If you thought the near-breakdown of the global economy in 2008 was enough to make global policymakers and regulators rethink their persistent accommodation of financial innovation and deregulation, think again. Regulators have continued to accommodate this complexity, rather than minimizing it. Complex financial systems beget yet more complex (and ultimately ineffective) regulation. It is better to simplify the system in order to improve the quality of the regulation and the ease of oversight (which the complexity is designed to avoid).
Unfortunately, that’s not what our policymakers have done. Instead of redesigning the system, the monetary authorities have simply inserted themselves in the chain of intermediation that included an ever-evolving variety of books of business without actually considering whether there were too many weak links in the credit chain in the first place. Rather than shorten or redesign the economy’s credit structures, and curb the risks accordingly, central banks instead have simply acted as the ultimate guarantors in a supply chain from money-like instruments to longer-term and riskier credit. Absent any kind of sanction for undertaking more systemically dangerous activities, our policymakers have therefore made the same mistakes that were made in the early 2000s: they are establishing perverse ongoing incentives that increase risk, punishing the timid (prudent?) with low returns. It’s a classic illustration of Gresham’s Law, whereby bad money drives out good.
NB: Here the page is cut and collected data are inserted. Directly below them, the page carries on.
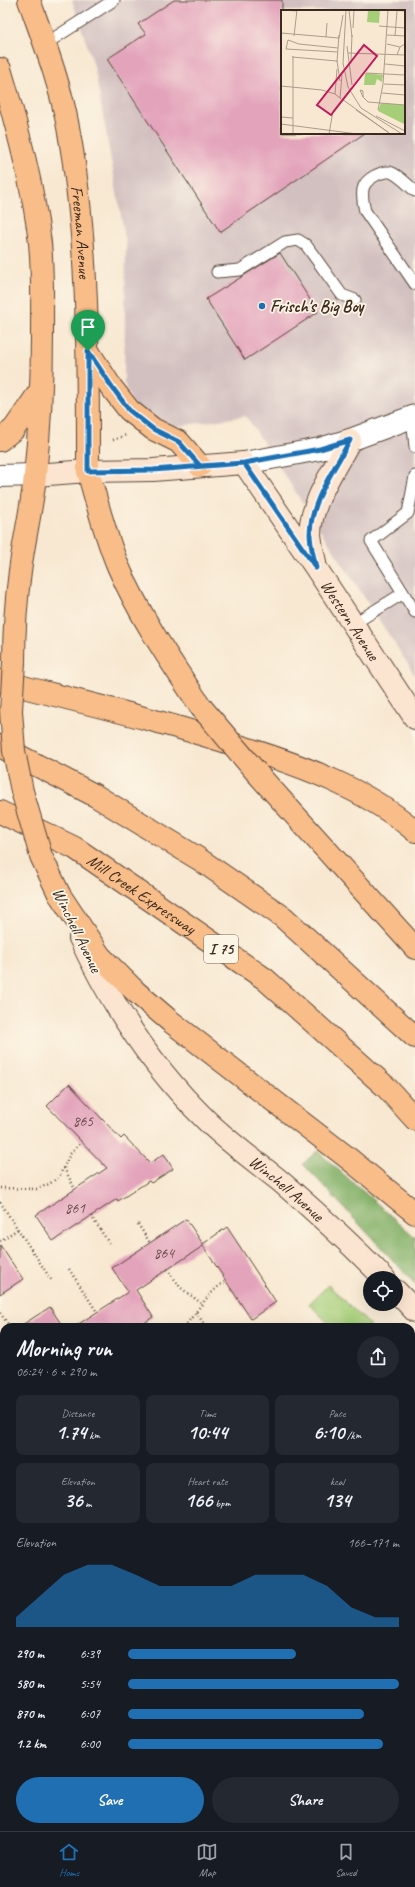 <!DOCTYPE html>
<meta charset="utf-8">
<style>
body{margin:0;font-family:Caveat,sans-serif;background:#242831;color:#f1f3f6;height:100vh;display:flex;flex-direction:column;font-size:15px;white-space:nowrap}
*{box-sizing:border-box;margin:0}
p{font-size:13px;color:#9ea1a6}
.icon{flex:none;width:22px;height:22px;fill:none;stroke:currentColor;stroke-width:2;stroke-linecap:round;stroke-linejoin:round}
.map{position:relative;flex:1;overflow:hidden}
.sheet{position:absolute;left:0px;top:1323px;width:415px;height:508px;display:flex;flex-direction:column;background:#171b24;border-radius:12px 12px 0 0;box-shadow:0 4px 16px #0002}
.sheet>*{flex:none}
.fabs{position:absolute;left:363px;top:1271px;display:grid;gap:8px}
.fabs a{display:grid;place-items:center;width:40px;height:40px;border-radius:50%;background:#171b24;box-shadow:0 4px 16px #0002;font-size:20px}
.pin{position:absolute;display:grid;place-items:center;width:34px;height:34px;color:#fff;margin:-41px -17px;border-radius:50% 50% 50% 0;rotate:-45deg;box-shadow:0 0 4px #0007}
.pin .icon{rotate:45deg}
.round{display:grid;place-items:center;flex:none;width:42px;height:42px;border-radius:21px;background:#242831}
.summary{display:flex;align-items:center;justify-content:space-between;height:68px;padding:0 16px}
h1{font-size:22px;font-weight:800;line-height:30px}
.figures{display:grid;grid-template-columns:repeat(3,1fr);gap:6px;height:68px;padding:4px 16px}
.figures div{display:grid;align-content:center;border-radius:8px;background:#242831;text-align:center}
.figures b{font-size:20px;font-weight:800}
.figures small{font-size:11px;font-weight:400}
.figures p{font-size:11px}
.chart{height:112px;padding:8px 16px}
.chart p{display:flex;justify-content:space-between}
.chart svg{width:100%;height:72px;margin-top:4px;fill:#1f6fb2;opacity:.7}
.button{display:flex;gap:8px;margin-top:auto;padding:8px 16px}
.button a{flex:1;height:46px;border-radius:24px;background:#1f6fb2;color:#fff;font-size:16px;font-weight:800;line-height:46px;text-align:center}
.button a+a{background:#242831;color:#f1f3f6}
ul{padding:0 16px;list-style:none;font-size:13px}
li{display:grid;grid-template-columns:64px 48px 1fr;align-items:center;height:30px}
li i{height:10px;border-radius:5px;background:#1f6fb2}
.menu{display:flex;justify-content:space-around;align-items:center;height:56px;border-top:1px solid #363941;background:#171b24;font-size:11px;color:#9ea1a6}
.menu a{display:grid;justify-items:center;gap:2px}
.menu .current{color:#1f6fb2}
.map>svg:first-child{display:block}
.industrial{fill:#d2bfc0;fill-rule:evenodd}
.green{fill:#a6ce79;stroke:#707c4c}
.forest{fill:#84b169;stroke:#606e44}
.building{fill:#e3a3bb}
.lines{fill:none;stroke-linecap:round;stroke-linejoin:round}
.service-casing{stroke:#574639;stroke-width:13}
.tertiary-casing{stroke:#574639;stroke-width:24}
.secondary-casing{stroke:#574639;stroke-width:24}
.primary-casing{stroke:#574639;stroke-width:24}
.motorway-casing{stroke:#574639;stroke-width:24}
.path{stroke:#574639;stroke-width:2.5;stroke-dasharray:1 3;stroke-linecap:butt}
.service{stroke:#fff;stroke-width:11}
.tertiary{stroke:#fff;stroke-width:22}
.secondary{stroke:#fce5d0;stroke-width:22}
.primary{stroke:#f8bd89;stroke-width:22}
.motorway{stroke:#f8bd89;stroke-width:22}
.primary-bridge-casing{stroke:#574639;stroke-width:24;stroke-linecap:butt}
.motorway-bridge-casing{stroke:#574639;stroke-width:24;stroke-linecap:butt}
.primary-bridge{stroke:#f8bd89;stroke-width:22}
.motorway-bridge{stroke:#f8bd89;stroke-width:22}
.route-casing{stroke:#fff;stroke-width:8}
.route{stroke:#1f6fb2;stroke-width:5}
.poi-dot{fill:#1f6fb2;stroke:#fcf5e5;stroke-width:1.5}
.labels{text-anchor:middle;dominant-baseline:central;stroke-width:3.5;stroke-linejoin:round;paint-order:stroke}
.number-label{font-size:15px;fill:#654845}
.shield{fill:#fcf5e5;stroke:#75675a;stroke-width:1}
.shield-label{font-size:16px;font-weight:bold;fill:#3b2a1e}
.street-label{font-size:17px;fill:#3b2a1e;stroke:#fcf5e5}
.poi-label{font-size:17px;font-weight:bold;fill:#3b2a1e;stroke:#fcf5e5;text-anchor:start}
.inset-road{fill:none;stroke:#ac9c8a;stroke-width:1}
.view{fill:#c2185b;fill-opacity:0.15;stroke:#c2185b;stroke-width:2}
.inset-edge{fill:none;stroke:#3b2a1e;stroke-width:2}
</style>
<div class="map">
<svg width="415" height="1831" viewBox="0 0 415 1831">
<rect width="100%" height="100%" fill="#fcf5e5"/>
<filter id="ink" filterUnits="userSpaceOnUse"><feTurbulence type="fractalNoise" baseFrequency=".025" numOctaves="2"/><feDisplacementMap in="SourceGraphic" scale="8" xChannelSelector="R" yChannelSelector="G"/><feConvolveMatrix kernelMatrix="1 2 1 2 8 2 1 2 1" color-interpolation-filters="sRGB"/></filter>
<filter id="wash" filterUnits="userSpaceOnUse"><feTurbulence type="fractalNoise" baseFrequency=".012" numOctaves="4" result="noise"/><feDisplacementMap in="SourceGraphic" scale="16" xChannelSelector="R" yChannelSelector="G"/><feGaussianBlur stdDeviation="0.9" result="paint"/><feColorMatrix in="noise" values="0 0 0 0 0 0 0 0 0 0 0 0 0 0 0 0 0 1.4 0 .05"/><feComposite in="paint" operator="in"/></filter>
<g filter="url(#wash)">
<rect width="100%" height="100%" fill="#f8e8d2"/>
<path class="industrial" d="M72 0H415V675L246 416 165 428 135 410 124 383 126 243 94 66ZM282 11H404V133H282Z"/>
<path class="green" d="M328 1285 372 1327H332L309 1304Z"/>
<path class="forest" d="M317 1151 415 1237V1284L303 1164Z"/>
<g id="blocks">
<g class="building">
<path d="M174 0H282V133H365L220 232 107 59 146 34 138 24Z"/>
<path d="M280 253 318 312 245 360 206 299Z"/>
<path d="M69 1084 121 1139 124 1136 150 1163 164 1154 173 1169 151 1183 149 1181 118 1201 117 1199 53 1241 36 1215 107 1168 47 1106Z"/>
<path d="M186 1219 203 1244 227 1227 276 1302 251 1319 203 1246 136 1290 153 1317 138 1327H74L128 1292 112 1268Z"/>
<path d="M0 1245 23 1279 0 1294Z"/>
<path d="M50 1307 63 1327H19Z"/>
</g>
</g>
</g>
<g filter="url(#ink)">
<use href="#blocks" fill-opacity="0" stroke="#574639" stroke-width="1"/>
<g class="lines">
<defs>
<g id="service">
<path d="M45 44 114 0"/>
<path d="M415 191C409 186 398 174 390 172 381 171 365 179 363 189 362 196 363 204 365 211L415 284"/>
<path d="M217 272 240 270 285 242 298 240 306 245 342 295 355 300"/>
<path d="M412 417 415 447"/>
<path d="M415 476 408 513 371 541 415 612"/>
<path d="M353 624 402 594"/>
<path d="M222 1827 225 1831"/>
</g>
<g id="tertiary">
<path d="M244 463 320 449 350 440 415 416"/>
<path d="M0 476 35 475"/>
</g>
<g id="secondary">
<path id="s1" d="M35 475 88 471 153 470 244 463 316 568 415 718"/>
<path d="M315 562C313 554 311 544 310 535 310 503 335 468 350 440"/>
<path id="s2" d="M80 938C112 1006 152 1067 205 1119 228 1142 255 1161 280 1181 316 1212 351 1244 384 1278"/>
<path d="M396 1291 415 1311"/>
<path d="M411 1603 415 1599"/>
<path d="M411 1656 415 1654"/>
<path d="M104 1831 110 1827"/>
</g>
<g id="primary">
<path id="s3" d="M29 0C44 42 60 83 68 127 89 240 88 356 88 471"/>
<path d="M0 69C17 125 33 184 40 243 43 273 42 303 42 334 42 381 40 428 35 476 32 508 24 539 20 571 16 601 14 632 14 662"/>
<path d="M88 351 111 387 129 410 153 429 179 442 200 466"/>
<path d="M0 440 14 429 40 391"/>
</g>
<g id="motorway">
<path d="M88 471C97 503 105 535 118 566 140 617 171 662 201 707"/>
<path d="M0 681C81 702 163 721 242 747 303 766 366 789 415 831"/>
<path d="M0 746 96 796 199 859 283 917 415 1037"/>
<path d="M256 772 415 948"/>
<path id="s4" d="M0 812 75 848 265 979 386 1087 415 1119"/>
<path d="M59 894 100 956 136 992 170 1021 348 1158 415 1213"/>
</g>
</defs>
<use href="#service" class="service-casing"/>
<use href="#tertiary" class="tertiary-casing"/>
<use href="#secondary" class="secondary-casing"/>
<use href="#primary" class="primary-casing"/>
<use href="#motorway" class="motorway-casing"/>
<g class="path">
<path d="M113 440 126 435"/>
<path d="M64 1168 75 1189"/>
<path d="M0 1188 37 1189 49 1184 59 1177 70 1154 82 1142"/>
<path d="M0 1202 52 1281"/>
<path d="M91 1216 109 1243"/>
<path d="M138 1224 150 1243"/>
<path d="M0 1241 18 1229"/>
<path d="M69 1269 97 1312"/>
<path d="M167 1269 181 1288 201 1303"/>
<path d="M196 1312 206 1327"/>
<path d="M0 1313 10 1327"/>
<path d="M184 1327C198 1311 207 1293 226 1281"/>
<path d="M0 1393 4 1392"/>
<path d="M0 1459 4 1457"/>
<path d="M2 1545 4 1547"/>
<path d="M411 1550 415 1555"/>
<path d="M0 1585 4 1583"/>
<path d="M0 1637 4 1643"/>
<path d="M0 1756 3 1760 4 1759"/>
</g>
<use href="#service" class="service"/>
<use href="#tertiary" class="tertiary"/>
<use href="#secondary" class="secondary"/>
<use href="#primary" class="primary"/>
<use href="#motorway" class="motorway"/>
<defs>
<path id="primary-bridge" d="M14 662 11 711 14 751 22 791 41 856 59 894"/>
<path id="motorway-bridge" d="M201 707 256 772"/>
</defs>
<use href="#primary-bridge" class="primary-bridge-casing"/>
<use href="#motorway-bridge" class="motorway-bridge-casing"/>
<use href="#primary-bridge" class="primary-bridge"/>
<use href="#motorway-bridge" class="motorway-bridge"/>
</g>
</g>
<g class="lines" filter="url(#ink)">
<defs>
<path id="route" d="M88 351V471L153 470 244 463 316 568C314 557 310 545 310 534 311 500 335 469 350 440L320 449 244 463 200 466 179 442 153 429 129 410 112 387 88 351"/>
</defs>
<use href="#route" class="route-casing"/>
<use href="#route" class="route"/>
</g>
<circle class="poi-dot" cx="262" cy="306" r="4"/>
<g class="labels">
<g class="number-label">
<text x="83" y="1121">865</text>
<text x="75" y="1208">861</text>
<text x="164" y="1253">864</text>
</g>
<rect class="shield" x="204" y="935" width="34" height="28" rx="3"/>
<g class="shield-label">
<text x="221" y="949">I 75</text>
</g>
<g class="street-label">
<text stroke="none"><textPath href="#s3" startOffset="239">Freeman Avenue</textPath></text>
<text stroke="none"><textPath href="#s1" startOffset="399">Western Avenue</textPath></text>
<text stroke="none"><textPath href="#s4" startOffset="164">Mill Creek Expressway</textPath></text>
<text transform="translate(77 930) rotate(64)">Winchell Avenue</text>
<text stroke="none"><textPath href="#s2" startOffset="328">Winchell Avenue</textPath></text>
</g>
<g class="poi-label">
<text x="270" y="306">Frisch's Big Boy</text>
</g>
</g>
<g transform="translate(281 10)">
<rect width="124" height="124" fill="#f8e8d2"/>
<path d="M87 0H99L98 13 86 12ZM84 63 102 65 101 72 96 69 94 75H83ZM100 93 124 95 123 114 97 101Z" fill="#a6ce79"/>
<path class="inset-road" d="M2 0 16 1M65 0 62 53 67 77 80 98 121 124M68 0 71 27M107 0 124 1M98 16 124 18M72 18 73 0M0 23 58 28M106 25 124 26M13 26 16 0M114 26 116 1M45 27 46 13M58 28 62 5M106 34 119 37M66 36 71 75M57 38 18 34 7 30 5 39 57 42M67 43 124 45M116 45 119 37 124 34M12 46V124M11 47 56 51M70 50 71 25M56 51 59 71M56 52 58 25M104 54 124 56M56 59 54 84 60 89M85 63 124 65M103 74 124 75M0 76 41 80 54 84M101 83 124 85M82 87V81L79 80 82 87 87 92 124 95M59 88 61 65M61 89 108 123M75 100 107 122M97 100 102 74 107 0M95 106 124 121M0 107 12 108M0 114 76 124M48 124 52 101 70 78"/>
<path class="view" d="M83 35 96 46 50 105 36 95Z"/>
<rect width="124" height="124" class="inset-edge"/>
</g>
</svg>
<div class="fabs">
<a><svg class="icon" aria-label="locate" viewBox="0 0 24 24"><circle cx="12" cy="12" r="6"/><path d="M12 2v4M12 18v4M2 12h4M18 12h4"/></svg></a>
</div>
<div class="pin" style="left:88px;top:351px;background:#1e9e55"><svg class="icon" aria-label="arrive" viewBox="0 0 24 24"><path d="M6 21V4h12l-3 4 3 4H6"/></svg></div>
<section class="sheet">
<div class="summary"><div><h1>Morning run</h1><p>06:24 · 6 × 290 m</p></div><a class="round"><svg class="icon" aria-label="share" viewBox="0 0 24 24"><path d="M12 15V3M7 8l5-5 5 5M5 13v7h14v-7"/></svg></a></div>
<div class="figures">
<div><p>Distance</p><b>1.74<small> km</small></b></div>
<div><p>Time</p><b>10:44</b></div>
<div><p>Pace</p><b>6:10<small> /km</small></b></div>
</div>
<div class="figures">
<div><p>Elevation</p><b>36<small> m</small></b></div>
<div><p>Heart rate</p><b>166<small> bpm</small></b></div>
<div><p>kcal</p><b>134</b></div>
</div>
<div class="chart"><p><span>Elevation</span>166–171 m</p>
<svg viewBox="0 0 160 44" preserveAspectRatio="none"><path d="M0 44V38L10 25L20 12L30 6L40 6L50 12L60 19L70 19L80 19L90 19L100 12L110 12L120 12L130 19L140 32L150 38L160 38V44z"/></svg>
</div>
<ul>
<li><b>290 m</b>6:39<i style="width:62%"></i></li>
<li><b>580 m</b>5:54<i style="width:100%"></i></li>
<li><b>870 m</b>6:07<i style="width:87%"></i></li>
<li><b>1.2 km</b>6:00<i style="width:94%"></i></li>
</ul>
<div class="button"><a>Save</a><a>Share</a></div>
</section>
</div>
<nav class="menu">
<a class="current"><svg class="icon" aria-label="home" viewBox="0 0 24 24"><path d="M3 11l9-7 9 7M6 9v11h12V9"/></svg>Home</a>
<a><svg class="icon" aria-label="map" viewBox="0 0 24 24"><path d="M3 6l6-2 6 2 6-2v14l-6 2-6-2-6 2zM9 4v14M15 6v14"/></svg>Map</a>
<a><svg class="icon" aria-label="saved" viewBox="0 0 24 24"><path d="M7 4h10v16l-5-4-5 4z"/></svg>Saved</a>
</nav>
So here we go again. No less a figure than Claudio Borio, the chief economist of the Bank for International Settlements central, who warned of the dangers of a synchronized housing bubble well before the 2008 crisis, is again sounding the alarm about a recurrence. The crash gave us a chance to downsize finance and restrict its ability to wreak comparable havoc on the economy going forward. Instead, we let the crisis go to waste, which almost certainly means a nasty sequel to 2008 facing us in the near future.